[Opening LISTED ENTRIES section]
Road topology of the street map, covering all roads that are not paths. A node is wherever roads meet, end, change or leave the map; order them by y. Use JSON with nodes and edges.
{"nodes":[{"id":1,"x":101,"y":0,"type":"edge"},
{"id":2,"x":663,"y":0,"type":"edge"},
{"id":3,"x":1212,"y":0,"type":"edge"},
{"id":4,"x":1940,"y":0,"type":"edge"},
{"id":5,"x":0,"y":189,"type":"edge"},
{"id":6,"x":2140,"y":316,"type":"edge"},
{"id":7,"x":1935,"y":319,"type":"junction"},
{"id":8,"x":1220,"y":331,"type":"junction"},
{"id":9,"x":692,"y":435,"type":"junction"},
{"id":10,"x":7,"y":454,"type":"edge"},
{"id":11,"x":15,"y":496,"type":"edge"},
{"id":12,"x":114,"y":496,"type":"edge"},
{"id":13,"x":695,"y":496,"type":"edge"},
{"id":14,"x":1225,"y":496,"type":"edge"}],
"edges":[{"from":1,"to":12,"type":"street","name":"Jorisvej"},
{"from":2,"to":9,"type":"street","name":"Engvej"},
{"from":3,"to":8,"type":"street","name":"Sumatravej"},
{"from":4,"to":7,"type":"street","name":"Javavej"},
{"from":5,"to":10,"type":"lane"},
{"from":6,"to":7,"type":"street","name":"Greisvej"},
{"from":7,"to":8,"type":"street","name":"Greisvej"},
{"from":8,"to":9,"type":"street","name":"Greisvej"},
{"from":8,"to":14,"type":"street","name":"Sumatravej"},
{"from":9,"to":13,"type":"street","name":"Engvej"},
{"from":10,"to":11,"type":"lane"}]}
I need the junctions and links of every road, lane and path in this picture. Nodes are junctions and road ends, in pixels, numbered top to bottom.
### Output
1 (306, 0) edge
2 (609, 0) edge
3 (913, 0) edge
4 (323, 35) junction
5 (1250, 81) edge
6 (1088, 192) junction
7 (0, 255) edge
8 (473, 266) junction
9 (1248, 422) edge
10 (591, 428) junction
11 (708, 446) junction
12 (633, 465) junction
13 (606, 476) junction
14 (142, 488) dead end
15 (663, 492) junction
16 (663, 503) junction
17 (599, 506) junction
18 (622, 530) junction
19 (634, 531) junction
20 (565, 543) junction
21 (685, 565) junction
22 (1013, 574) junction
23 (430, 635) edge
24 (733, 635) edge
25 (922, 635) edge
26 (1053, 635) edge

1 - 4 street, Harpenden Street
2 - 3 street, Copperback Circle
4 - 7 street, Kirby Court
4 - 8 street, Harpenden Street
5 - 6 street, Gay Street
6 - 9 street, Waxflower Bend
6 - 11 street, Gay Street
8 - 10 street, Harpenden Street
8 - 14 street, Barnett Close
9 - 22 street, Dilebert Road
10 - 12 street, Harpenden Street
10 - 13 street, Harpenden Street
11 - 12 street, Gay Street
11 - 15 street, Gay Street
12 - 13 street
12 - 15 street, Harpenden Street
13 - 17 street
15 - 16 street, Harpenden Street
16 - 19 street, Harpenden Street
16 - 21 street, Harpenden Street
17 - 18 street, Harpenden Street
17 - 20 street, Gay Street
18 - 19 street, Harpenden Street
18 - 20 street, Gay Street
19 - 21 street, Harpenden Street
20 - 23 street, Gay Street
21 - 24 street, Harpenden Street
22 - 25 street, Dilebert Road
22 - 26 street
[Closing LISTED ENTRIES section]
# TASK INSTRUCTIONS:
Which lines in the records above contain the string "edges"? Copy each one.

# REPLY:
Road topology of the street map, covering all roads that are not paths. A node is wherever roads meet, end, change or leave the map; order them by y. Use JSON with nodes and edges.
"edges":[{"from":1,"to":12,"type":"street","name":"Jorisvej"},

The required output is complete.